### WORK ITEM
Go through the data below and gather each line containing "numbered".
:: EXERCISE DATA ::
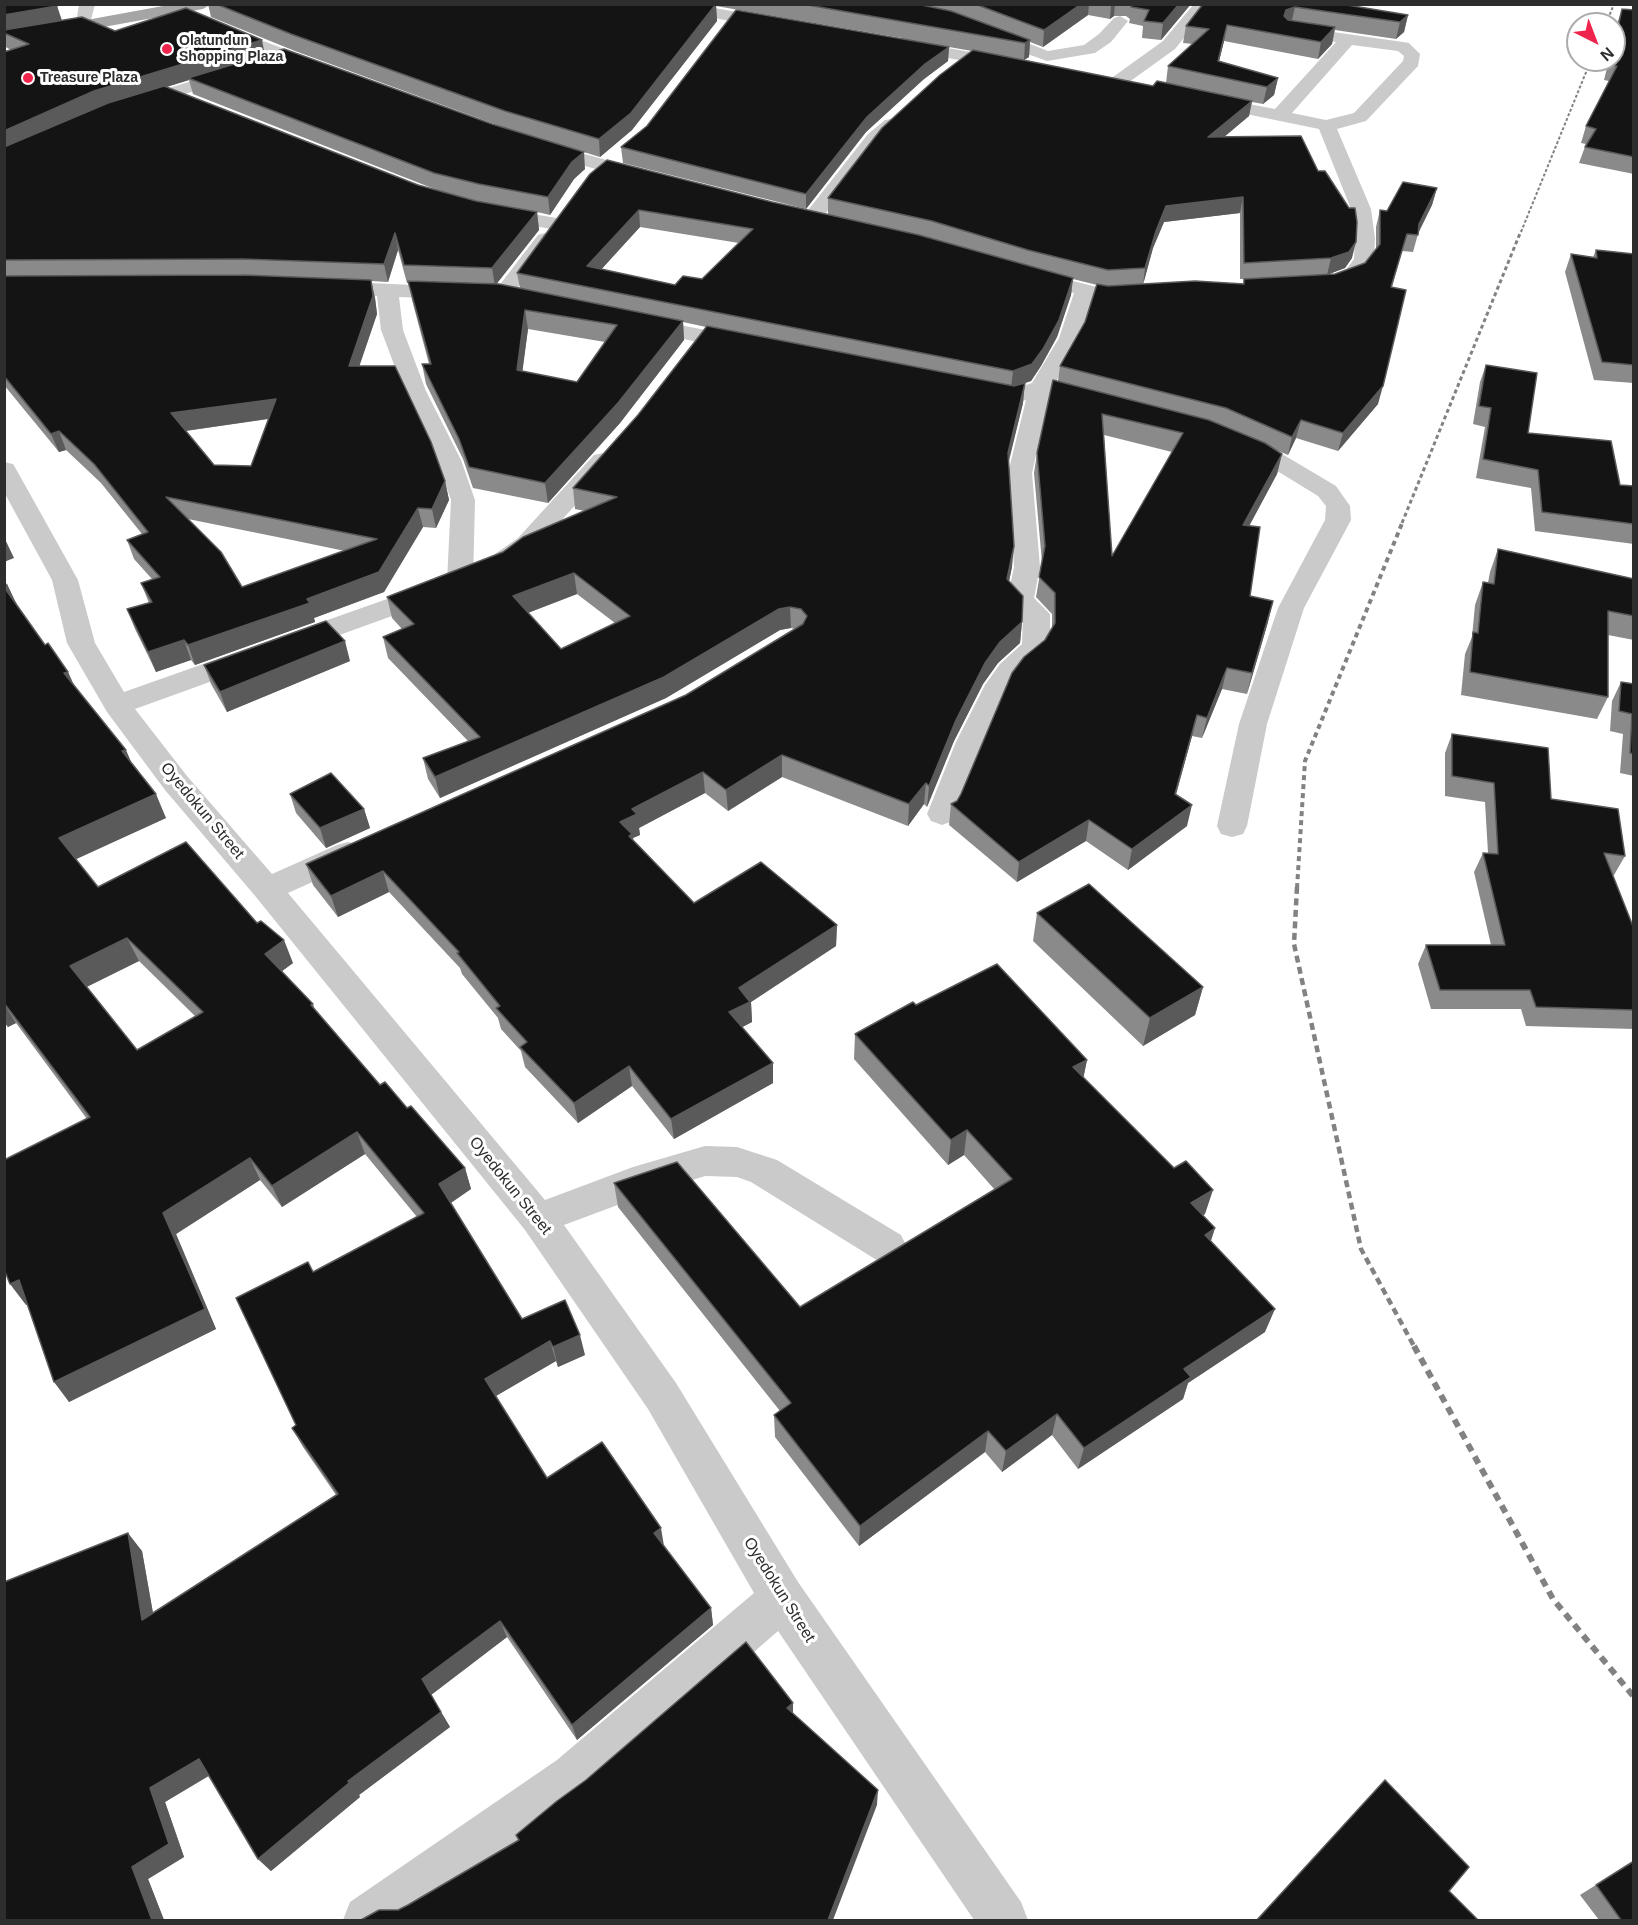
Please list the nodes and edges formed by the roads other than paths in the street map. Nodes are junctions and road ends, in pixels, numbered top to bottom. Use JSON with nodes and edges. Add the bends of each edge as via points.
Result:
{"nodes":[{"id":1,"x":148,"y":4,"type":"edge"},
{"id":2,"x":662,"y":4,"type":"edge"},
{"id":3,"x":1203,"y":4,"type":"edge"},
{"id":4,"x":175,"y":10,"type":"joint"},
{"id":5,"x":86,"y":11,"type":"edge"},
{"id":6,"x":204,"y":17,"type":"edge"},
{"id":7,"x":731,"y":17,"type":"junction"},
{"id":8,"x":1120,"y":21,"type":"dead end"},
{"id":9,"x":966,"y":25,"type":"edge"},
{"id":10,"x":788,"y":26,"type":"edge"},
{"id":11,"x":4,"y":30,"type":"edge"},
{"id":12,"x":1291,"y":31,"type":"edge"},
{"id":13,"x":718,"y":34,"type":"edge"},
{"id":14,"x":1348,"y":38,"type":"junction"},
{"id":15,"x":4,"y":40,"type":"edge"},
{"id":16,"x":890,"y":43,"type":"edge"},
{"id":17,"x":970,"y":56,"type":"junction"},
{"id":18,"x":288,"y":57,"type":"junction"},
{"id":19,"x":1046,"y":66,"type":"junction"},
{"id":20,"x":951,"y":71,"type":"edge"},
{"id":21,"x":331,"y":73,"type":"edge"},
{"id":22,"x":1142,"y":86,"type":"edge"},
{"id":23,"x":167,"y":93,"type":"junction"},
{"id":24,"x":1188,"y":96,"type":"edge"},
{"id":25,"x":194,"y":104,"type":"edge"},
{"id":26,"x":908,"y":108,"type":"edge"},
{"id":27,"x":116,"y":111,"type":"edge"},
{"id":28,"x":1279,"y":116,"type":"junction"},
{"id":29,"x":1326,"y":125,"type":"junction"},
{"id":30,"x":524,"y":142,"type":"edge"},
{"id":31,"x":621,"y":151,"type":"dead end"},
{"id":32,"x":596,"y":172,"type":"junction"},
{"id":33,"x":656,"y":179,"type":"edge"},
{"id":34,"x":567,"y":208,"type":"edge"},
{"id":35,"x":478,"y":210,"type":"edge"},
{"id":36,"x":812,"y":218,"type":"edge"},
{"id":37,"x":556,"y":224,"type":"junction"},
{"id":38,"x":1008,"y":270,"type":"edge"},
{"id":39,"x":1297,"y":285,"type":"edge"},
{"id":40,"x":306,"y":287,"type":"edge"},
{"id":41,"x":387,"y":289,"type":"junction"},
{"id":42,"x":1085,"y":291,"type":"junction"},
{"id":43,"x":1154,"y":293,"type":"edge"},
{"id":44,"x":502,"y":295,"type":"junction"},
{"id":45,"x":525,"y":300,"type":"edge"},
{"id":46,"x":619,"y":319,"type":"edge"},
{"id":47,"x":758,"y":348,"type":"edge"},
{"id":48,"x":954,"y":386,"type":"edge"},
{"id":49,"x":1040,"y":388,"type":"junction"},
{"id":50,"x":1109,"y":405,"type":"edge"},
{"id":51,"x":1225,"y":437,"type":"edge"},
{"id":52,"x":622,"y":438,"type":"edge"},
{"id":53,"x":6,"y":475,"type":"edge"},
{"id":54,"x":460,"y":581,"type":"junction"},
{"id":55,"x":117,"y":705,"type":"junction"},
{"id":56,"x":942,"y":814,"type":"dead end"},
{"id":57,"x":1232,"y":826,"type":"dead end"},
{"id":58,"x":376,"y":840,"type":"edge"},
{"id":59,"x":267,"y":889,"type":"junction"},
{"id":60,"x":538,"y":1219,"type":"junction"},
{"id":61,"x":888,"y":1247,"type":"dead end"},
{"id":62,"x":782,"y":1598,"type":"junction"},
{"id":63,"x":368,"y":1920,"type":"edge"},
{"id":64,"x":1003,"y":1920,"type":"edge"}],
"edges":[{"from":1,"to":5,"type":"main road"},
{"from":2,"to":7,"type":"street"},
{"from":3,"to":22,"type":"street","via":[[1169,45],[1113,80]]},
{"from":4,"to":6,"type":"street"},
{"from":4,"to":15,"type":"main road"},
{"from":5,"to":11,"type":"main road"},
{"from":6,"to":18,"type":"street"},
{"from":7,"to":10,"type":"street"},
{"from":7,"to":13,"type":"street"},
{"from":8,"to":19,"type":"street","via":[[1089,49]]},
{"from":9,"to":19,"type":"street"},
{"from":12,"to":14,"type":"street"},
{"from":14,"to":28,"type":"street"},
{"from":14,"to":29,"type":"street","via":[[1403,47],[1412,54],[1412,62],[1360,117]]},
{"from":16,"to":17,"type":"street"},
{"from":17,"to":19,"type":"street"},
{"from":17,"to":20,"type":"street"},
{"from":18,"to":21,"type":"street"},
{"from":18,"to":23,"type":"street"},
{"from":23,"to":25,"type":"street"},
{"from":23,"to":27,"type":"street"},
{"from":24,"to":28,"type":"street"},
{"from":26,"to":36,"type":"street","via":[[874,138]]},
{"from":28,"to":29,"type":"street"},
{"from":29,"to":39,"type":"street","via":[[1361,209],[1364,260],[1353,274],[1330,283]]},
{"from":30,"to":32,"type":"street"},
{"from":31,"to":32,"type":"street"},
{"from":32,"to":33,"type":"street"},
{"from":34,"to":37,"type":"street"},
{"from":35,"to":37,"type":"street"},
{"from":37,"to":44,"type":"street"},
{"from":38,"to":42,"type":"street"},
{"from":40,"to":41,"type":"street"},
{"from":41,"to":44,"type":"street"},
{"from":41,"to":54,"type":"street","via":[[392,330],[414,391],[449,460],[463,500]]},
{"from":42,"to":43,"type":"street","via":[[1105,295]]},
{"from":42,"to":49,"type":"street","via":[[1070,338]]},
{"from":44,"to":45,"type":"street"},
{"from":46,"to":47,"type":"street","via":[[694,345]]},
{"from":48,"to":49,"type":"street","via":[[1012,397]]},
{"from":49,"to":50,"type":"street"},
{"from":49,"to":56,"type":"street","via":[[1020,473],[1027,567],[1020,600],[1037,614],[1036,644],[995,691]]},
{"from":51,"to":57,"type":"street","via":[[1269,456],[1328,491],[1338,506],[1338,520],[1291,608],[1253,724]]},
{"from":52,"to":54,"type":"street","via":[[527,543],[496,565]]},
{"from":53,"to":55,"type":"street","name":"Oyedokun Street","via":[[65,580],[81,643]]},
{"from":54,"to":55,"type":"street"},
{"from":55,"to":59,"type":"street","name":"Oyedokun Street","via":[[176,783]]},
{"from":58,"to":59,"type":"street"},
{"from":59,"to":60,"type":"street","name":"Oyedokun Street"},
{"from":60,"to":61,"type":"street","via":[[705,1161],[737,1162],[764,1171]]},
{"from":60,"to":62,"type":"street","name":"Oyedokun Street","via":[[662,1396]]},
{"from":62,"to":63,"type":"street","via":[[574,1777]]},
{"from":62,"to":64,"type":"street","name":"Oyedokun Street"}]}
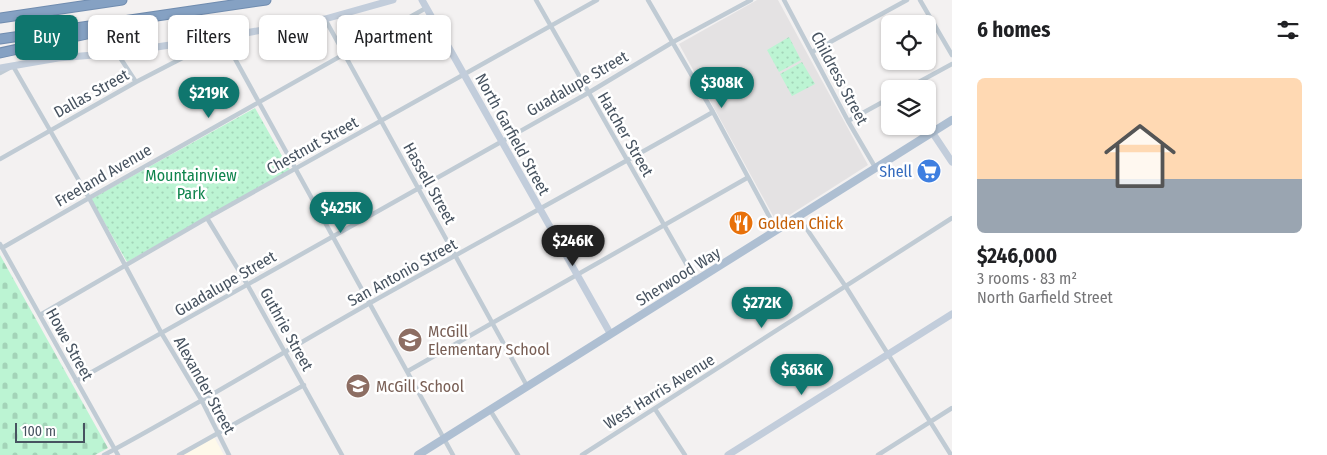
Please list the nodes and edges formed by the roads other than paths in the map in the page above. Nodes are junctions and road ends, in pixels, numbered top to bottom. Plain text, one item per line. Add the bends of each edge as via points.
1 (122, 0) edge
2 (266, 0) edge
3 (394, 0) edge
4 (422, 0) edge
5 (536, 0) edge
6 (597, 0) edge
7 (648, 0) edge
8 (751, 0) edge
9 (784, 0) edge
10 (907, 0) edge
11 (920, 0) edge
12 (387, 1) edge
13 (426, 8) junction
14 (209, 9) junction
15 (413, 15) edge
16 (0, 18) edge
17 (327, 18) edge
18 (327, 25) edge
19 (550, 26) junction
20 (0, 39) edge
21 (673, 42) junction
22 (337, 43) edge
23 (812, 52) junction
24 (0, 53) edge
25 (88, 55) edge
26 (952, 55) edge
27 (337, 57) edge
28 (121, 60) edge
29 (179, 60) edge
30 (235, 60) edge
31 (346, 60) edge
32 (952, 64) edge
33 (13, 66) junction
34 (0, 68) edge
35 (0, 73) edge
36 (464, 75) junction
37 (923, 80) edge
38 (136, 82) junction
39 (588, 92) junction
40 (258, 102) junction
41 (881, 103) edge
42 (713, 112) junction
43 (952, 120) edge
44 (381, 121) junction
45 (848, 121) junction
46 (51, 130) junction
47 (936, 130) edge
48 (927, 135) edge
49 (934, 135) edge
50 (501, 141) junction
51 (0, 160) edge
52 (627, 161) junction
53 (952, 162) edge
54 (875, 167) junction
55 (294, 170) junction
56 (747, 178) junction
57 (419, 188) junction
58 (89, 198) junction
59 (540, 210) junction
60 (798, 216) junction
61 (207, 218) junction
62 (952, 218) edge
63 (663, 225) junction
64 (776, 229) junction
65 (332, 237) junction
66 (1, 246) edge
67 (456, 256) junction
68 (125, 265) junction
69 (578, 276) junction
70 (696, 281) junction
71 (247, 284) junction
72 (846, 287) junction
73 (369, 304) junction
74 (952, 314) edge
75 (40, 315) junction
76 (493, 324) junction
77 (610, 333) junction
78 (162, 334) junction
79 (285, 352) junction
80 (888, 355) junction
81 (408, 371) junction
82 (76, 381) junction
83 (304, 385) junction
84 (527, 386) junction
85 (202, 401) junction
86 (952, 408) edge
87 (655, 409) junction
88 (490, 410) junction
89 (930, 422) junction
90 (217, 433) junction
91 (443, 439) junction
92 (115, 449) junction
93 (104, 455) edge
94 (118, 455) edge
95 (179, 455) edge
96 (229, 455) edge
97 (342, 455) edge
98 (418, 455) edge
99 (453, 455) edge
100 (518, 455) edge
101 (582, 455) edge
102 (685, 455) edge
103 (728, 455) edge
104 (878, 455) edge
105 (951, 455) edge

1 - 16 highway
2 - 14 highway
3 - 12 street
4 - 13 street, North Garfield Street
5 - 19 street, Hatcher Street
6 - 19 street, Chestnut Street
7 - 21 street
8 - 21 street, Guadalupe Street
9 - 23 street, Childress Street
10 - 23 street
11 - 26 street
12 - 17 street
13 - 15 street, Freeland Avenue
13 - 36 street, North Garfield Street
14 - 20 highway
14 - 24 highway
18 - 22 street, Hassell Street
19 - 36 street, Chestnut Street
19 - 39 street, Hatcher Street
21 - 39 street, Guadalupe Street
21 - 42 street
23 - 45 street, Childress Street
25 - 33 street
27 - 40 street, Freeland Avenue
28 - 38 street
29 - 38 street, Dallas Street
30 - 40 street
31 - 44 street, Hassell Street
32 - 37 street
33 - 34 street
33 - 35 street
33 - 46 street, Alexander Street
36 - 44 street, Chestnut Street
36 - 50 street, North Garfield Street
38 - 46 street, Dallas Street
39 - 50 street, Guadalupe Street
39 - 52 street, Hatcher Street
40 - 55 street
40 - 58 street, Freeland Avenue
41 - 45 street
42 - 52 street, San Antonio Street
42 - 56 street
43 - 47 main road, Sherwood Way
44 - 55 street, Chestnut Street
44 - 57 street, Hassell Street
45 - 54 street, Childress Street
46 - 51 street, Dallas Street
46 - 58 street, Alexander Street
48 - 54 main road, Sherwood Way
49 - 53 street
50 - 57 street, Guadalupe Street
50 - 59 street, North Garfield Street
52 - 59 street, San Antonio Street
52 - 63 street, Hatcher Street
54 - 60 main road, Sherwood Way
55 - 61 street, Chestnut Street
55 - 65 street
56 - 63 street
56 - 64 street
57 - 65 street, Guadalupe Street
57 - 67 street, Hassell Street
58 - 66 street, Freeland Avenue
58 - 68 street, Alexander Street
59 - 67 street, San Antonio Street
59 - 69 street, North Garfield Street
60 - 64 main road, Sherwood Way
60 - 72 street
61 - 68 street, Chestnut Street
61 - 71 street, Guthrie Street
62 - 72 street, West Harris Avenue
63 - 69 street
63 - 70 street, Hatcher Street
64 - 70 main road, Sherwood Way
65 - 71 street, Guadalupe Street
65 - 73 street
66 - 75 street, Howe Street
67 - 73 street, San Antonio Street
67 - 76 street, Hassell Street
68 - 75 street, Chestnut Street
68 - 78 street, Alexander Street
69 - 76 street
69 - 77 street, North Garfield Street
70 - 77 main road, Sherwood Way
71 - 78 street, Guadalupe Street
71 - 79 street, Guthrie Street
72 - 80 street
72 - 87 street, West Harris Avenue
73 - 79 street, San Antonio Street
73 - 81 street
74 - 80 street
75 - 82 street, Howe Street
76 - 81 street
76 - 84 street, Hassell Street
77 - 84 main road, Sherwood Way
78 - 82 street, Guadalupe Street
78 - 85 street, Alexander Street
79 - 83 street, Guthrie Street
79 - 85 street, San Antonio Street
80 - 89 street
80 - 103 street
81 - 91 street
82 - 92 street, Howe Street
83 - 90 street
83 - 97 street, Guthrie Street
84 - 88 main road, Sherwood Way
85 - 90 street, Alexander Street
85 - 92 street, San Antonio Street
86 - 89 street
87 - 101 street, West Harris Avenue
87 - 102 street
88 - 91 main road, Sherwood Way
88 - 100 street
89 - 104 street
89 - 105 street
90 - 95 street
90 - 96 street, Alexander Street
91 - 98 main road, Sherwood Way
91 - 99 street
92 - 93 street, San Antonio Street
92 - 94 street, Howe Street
:::
### EXERCISE RESULT
Please list the nodes and edges formed by the roads other than paths in the street map. Nodes are junctions and road ends, in pixels, numbered top to bottom. Use JSON with nodes and edges. Add the bends of each edge as via points.
Please list the nodes and edges formed by the roads other than paths in the map in the page above. Nodes are junctions and road ends, in pixels, numbered top to bottom. Plain text, one item per line. Add the bends of each edge as via points.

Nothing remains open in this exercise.